Studio album by Alchemist
- Released: 1 May 1995
- Recorded: November/December 1994 at Paradise Studios and Powerhouse Studios
- Genre: Progressive metal Avant-garde metal Death metal
- Length: 44:56
- Label: Thrust
- Producer: Alchemist and John Hresc

Alchemist chronology
| Jar of Kingdom (1993) | Lunasphere (1995) | Spiritech (1997) |

= Lunasphere =

Lunasphere is the second full-length album by the Australian progressive metal band Alchemist, and the first of their albums to be released by Shock Records through its metal subsidiary Thrust, in 1995. Eduardo Rivadavia of Allmusic described Lunasphere as "Like a doorway into another dimension, the Aussie group's wildly experimental songs often stand on the knife edge between control and chaos, between reason and insanity, and are capable of melding wickedly crushing heavy metal riffing with surprisingly gentle moments of quiet introspection". All of this album's tracks later appeared on the Embryonics compilation, except the instrumental fragment "Luminous". A live version of "Yoni Kunda" was used on the "Eve of the War" EP. An alternate live version of both this track and "Closed Chapter" were also included on Embryonics. "Luminous" and "Garden of Eroticism" were used in the soundtrack to a 2010 episode of the TV show Bondi Rescue.

Professional ratings
Review scores
| Source | Rating |
| Allmusic | link |

==Track listing==
All tracks by Alchemist

| No. | Title | Writer(s) | Length |
|---|---|---|---|
| 1. | "Soul Return" | Alchemist | 8:18 |
| 2. | "Lunation" | Alchemist | 3:47 |
| 3. | "Unfocused" | Alchemist | 6:22 |
| 4. | "Luminous" | Alchemist | 0:49 |
| 5. | "Clot" | Alchemist | 4:36 |
| 6. | "Yoni Kunda" | Alchemist | 5:10 |
| 7. | "My Animated Truth" | Alchemist | 3:34 |
| 8. | "Garden of Eroticism" | Alchemist | 7:22 |
| 9. | "Closed Chapter" | Alchemist | 4:58 |

==Credits==
- Adam Agius – vocals, guitar, keyboards
- Rodney Holder – drums
- John Bray – bass guitar
- Roy Torkington – guitar, artwork
- Alchemist and John Hresc – Production at Paradise, and Powerhouse Studios, Sydney, 1995
- John Hresc – Engineered and mixed at Sony Studios, Sydney, 1995
- Hedrush Art – Design

== Songs ==
In the song "My Animated Truth", at 2:35–2:40 a faint voice sound can be heard that says "I'm ready" in the song's background sound when the guitars end playing and then start up again.

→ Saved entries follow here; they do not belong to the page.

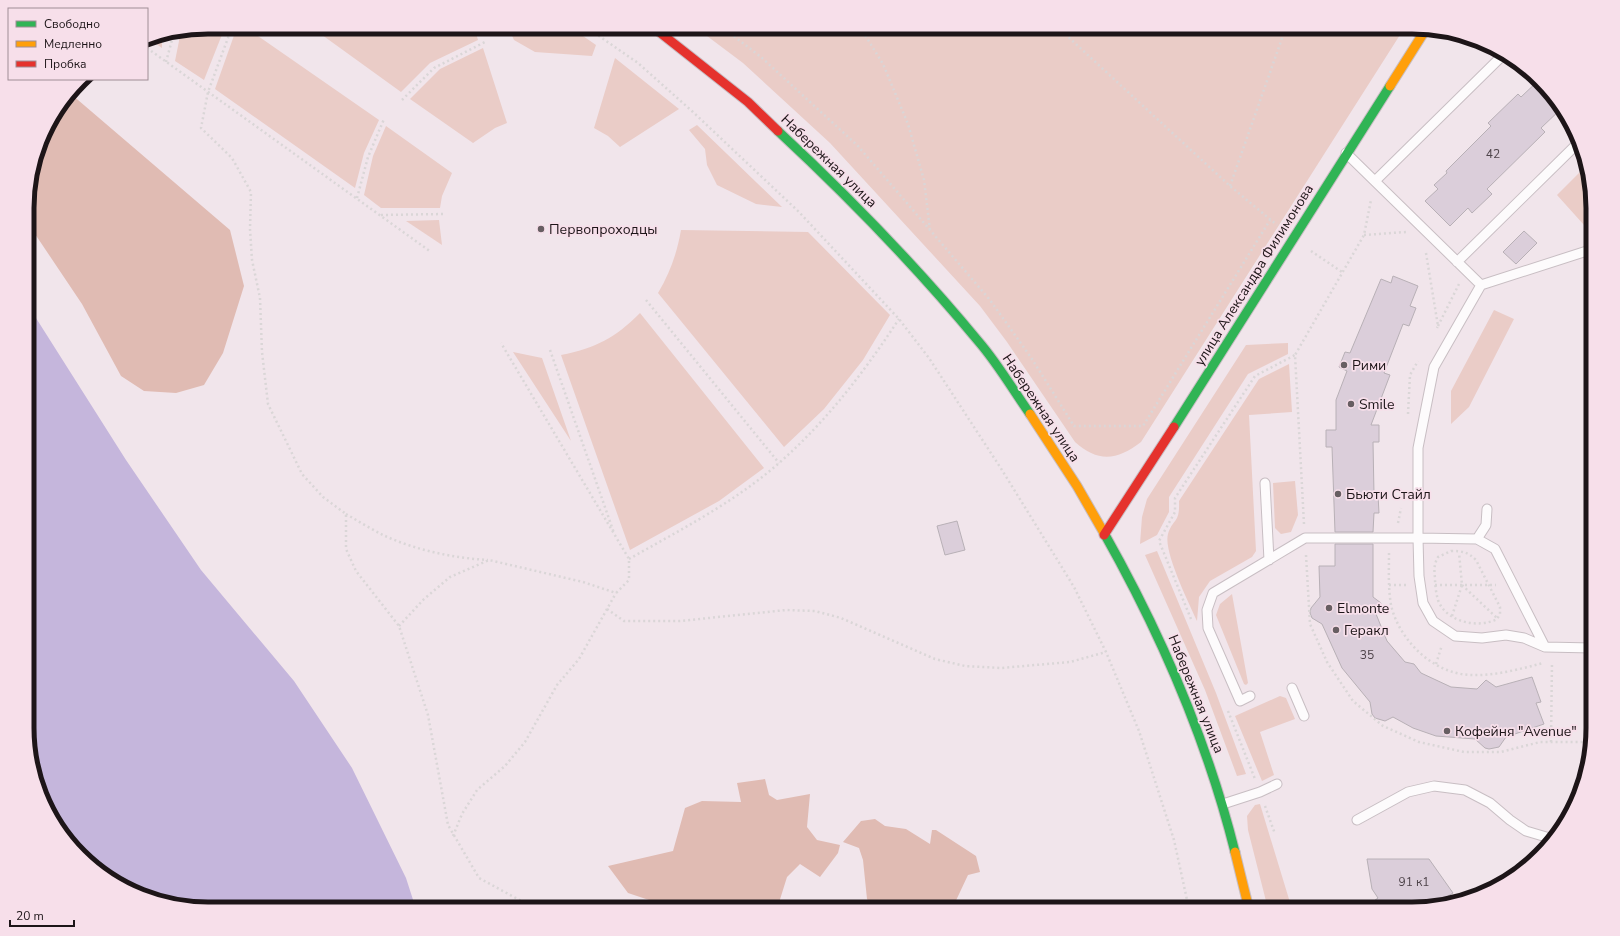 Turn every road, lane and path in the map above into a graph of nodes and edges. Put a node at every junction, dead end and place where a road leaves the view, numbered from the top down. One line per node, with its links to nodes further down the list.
1 (229, 34): 14 (path)
2 (596, 34): 38 (path)
3 (662, 34): 51 (main road, Набережная улица)
4 (731, 34): 26 (path)
5 (864, 34): 26 (path)
6 (1065, 34): 20 (path)
7 (1284, 34): 20 (path)
8 (1423, 34): 18 (main road, улица Александра Филимонова)
9 (172, 38): 13 (path)
10 (485, 42): 15 (path)
11 (148, 49): 13 (path)
12 (1500, 58): 19 (lane)
13 (166, 62): 14 (path)
14 (208, 92): 21 (path); 50 (path)
15 (402, 100)
16 (384, 119): 21 (path)
17 (1575, 146): 33 (lane)
18 (1346, 153): 19 (lane); 51 (main road, улица Александра Филимонова)
19 (1375, 181): 28 (path); 33 (lane)
20 (1230, 186): 24 (path)
21 (357, 198): 23 (path)
22 (444, 214): 23 (path)
23 (381, 215): 32 (path)
24 (1270, 220): 25 (path); 26 (path)
25 (1281, 229)
26 (931, 232)
27 (1411, 232): 28 (path)
28 (1364, 235): 35 (path)
29 (1307, 248): 35 (path)
30 (1426, 250): 39 (path)
31 (1586, 251): 36 (lane)
32 (431, 252)
33 (1457, 262): 34 (lane)
34 (1466, 270): 36 (lane); 39 (path)
35 (1342, 272): 43 (path)
36 (1481, 285): 54 (lane)
37 (646, 300): 46 (path)
38 (899, 319): 46 (path); 73 (path)
39 (1438, 326): 40 (path)
40 (1434, 332)
41 (501, 344): 55 (path)
42 (550, 350): 55 (path)
43 (1295, 355): 52 (path); 57 (path)
44 (1421, 357): 45 (path)
45 (1407, 422)
46 (779, 463): 59 (path)
47 (1265, 483): 61 (lane)
48 (1401, 507): 53 (path)
49 (1487, 509): 56 (lane)
50 (346, 514): 60 (path); 70 (path)
51 (1104, 535): 81 (main road, Набережная улица)
52 (1305, 538): 53 (lane); 61 (lane); 78 (path)
53 (1392, 538): 54 (lane)
54 (1418, 538): 56 (lane); 63 (lane)
55 (616, 539): 59 (path)
56 (1477, 539): 67 (lane)
57 (1159, 541)
58 (1458, 551): 64 (path); 65 (path); 66 (path)
59 (629, 559): 68 (path)
60 (489, 560): 68 (path); 70 (path)
61 (1269, 560): 76 (lane)
62 (1389, 585): 63 (path)
63 (1420, 585): 64 (path); 71 (lane)
64 (1435, 585): 65 (path); 66 (path)
65 (1462, 585): 66 (path)
66 (1489, 585): 67 (path)
67 (1513, 585): 71 (lane)
68 (616, 593): 69 (path)
69 (607, 609): 73 (path); 83 (path)
70 (399, 626): 83 (path)
71 (1545, 647): 72 (lane)
72 (1586, 648)
73 (1106, 652): 86 (path)
74 (1558, 661): 78 (path)
75 (1292, 688): 77 (lane)
76 (1250, 696)
77 (1304, 716)
78 (1551, 742): 79 (path)
79 (1586, 742)
80 (1278, 784): 81 (lane)
81 (1223, 804): 87 (main road, Набережная улица)
82 (1357, 820): 84 (lane)
83 (453, 836): 85 (path)
84 (1547, 837)
85 (523, 902)
86 (1187, 902)
87 (1247, 902)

It could possibly be from a Lunasphere recording session when the band started to record too early and whether it was mistakenly or purposely incorporated into the song is unknown. Also, when reversed, the excerpt at the beginning of the song can clearly be heard saying; "nothing is real, nothing is real, nothing is real" but fading out.